I don't have anything on the Musketeers.Masonry link, but see also Philip Coppens' piece on the Ninth gate and Dumas.

The Three Musketeers is in the general "Romance" tradition - like the Grail stories but the main symbolism seems to be from the threes. After all there are four Musketeers. Three is big with Masons - from alt.freemasonry:

And non-Masons can shed light on our symbolism. A fascinating study by Katharine Thomson, called The Masonic Thread in Mozart, tells us that "the number three has a special significance in Freemasonry. Most of the songs are in three-part harmony.... Many songs are in triple time; threefold repetitions are frequent, and major triads are of particular importance.... In Mozart's music certain keys are specifically associated with Freemasonry, notably Eb major ... [with] the key signature of three flats."

There is a powerful resonance in trinities.

The Christian Trinity - it is interesting to note this was enshrined in doctrine at the First Council of Nicaea, which also added layers of mysticism drawn from other regional religions like Mithrasism and Zoroastrianism (and wide-ranging myths about the dying and resurrecting god - Jesus as Sun God). It isn't clear to me where the idea of the Trinity comes from but with a Trinity in place, along with the BVM and tiers of saints, you have effectively created a pantheon which can be syncretically assimilate other earlier beliefs. Also I saw this on the Trinity Wikipedia article: "The same Gospel suggests the equality and unity of Father and Son. But it also suggests a hierarchy ("The Father is greater than I"), a statement appealed to by Marcionism, Valentinianism, Arianism and others who denied the Trinity." So this concepts also leaves the door open for the incorporation of Gnostic ideas.

You have the same idea cropping up in Trimurti, Brahma, Vishnu and Shiva, and may be an ancient concept.

Also worth noting that DC Comics call Superman. Batman and Wonder Woman their Trinity and each having aspects of the hero.

There is also Trinity in the Matrix who brings Neo back to life.

We shouldn't forget the Trinity nuclear test area, apparently named from a suggestion by Oppenheimer based on the poem:

As West and East
In all flatt Maps—and I am one—are one,
So death doth touch the Resurrection


It was after witnessing the first explosion there that Oppenheimer said "I am become Death, the destroyer of worlds" - he had learned Sanskrit and read the original version of the Bhagavad Gita from which it came. It is said by Vishnu.

Is not the blue child (pictured above), they randomly bump into (jarringly consider the events at the time), Vishnu? That is certainly what I thought at the time and a look around suggests it is (I'd love to see what they say on the DVD commentary about this and other elements that seem to be parachuted in).

An examination of the fleur-de-lis could also come up trumps, it also leads back to the BVM and the Trinity (interestingly with roots in 14th Century France). There may also be Gnostic and Rosicrucian overtones to it, and a deeper occult symbolism.
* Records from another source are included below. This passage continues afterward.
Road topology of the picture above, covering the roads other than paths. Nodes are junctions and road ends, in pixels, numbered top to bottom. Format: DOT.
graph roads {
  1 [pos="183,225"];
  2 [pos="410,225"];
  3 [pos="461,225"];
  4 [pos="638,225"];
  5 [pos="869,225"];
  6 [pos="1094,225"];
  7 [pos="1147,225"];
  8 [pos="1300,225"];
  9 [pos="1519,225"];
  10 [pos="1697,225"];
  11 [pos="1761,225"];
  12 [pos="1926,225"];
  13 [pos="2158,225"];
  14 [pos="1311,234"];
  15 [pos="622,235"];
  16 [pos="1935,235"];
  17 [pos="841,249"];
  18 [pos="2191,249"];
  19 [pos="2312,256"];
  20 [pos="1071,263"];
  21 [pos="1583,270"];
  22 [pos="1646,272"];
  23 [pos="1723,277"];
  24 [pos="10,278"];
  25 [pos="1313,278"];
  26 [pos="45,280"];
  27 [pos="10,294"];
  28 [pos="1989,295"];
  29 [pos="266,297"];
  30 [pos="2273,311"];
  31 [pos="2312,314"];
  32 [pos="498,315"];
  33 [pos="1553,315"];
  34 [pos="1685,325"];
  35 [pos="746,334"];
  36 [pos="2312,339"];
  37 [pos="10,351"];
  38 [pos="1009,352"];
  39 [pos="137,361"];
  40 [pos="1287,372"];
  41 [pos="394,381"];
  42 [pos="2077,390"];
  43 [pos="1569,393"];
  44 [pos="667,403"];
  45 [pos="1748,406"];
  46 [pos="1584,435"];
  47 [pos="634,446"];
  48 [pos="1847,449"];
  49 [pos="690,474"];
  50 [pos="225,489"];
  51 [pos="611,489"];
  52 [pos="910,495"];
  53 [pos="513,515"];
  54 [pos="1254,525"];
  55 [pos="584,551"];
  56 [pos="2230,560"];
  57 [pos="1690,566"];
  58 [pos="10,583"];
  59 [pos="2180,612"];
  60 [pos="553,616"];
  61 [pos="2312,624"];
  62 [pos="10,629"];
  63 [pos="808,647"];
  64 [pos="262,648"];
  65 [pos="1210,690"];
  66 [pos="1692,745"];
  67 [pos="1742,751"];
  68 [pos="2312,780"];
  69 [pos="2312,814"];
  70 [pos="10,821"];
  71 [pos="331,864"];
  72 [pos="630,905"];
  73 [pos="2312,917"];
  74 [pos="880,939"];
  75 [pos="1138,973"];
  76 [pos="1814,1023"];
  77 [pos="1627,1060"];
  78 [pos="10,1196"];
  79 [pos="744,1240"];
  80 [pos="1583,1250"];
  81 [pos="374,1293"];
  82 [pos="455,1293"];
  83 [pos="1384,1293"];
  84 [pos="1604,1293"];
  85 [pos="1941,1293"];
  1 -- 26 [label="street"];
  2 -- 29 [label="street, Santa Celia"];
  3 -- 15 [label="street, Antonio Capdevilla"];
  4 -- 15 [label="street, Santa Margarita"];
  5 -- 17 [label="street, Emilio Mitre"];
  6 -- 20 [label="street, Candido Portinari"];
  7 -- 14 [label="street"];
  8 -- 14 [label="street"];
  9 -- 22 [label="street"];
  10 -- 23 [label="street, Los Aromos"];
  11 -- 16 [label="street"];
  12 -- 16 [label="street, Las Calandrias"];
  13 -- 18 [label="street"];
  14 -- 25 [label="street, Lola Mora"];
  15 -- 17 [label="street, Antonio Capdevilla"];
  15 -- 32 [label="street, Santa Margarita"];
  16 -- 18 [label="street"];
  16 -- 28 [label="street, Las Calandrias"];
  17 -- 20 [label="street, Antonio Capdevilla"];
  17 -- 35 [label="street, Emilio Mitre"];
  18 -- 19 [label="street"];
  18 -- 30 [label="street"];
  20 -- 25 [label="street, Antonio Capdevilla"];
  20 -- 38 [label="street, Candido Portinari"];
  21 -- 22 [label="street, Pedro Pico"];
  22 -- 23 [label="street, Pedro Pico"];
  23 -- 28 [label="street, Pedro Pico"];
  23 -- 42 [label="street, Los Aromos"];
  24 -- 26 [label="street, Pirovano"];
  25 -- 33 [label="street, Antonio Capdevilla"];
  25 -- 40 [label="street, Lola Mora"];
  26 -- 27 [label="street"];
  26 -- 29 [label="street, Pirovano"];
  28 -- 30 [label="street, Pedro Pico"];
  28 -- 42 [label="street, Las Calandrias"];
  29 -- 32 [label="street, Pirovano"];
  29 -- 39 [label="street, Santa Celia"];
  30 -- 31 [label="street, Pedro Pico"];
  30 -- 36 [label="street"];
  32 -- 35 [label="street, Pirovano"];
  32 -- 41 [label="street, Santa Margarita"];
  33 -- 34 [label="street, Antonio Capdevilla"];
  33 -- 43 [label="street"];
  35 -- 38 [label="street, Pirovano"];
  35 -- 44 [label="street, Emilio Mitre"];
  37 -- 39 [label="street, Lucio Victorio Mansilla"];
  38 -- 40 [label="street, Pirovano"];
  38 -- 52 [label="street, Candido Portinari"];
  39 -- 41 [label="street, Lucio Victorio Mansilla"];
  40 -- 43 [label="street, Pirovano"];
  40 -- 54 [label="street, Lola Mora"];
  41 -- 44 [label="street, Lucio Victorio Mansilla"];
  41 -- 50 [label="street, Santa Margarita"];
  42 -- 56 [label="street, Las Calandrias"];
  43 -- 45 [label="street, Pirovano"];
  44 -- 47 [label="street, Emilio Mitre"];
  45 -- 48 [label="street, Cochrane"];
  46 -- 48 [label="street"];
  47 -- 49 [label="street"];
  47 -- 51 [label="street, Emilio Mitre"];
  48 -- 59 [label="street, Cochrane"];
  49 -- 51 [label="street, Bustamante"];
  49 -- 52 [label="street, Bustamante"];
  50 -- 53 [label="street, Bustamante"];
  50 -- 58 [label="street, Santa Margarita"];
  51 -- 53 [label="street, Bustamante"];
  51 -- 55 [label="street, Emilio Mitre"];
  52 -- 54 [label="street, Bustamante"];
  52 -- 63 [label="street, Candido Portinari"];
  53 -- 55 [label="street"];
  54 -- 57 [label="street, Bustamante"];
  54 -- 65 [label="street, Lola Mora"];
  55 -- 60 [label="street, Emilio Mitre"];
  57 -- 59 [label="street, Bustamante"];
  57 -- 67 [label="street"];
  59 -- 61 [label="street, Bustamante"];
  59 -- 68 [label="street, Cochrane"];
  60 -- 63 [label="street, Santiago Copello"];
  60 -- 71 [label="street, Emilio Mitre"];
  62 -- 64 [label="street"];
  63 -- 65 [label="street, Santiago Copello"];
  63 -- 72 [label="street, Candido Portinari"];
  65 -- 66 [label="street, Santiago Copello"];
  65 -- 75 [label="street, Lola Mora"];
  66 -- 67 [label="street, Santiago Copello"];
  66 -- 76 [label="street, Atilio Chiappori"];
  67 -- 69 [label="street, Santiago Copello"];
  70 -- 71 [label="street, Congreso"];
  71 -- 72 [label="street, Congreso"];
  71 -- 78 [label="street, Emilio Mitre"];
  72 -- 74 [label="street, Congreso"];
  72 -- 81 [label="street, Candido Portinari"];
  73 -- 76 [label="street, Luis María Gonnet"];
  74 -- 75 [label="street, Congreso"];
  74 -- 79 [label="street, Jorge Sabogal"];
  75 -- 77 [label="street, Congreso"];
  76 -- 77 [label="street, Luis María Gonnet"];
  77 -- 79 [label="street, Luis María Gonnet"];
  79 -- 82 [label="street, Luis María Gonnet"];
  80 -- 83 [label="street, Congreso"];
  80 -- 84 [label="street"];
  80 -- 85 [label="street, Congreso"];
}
It crops up all over the place, like being linked with the Merovingian bee, the Baphomet of Mendes and in neo-Templars imagery (see also the earlier link for other Nazi symbolims):

"Lanz was disinterested in Listian oracular recreations of the German past, but he did have his own candidate for an ancient Aryan secret priesthood that supposedly had survivors in the modern era: the Knights Templar, a Catholic order suppressed for heresy in the 1300s. He founded his Ordo Novi Templi (Order of the New Temple) around 1907 in the medieval castle of Burg Werfenstein, which perched dramatically above the Danube with a swastika and fleur-de-lis flag over its tower. "

And that is just a bit of brainstorming - I'm sure there is more in there.

Anonymous said...

There is another interesting literary connection regarding threes: Macbeth. Setting aside the three witches, Banquo is murdered by three assassins (unworthy or not, who knows) in the Third scene of the Third Act of the play. The identity of two of the assassins is, I believe, revealed; the third, however, never is. Based on certain textual clues, some have speculated that it is Macbeth himself who is the third assassin.

Anonymous said...

I will know, many thanks for an explanation.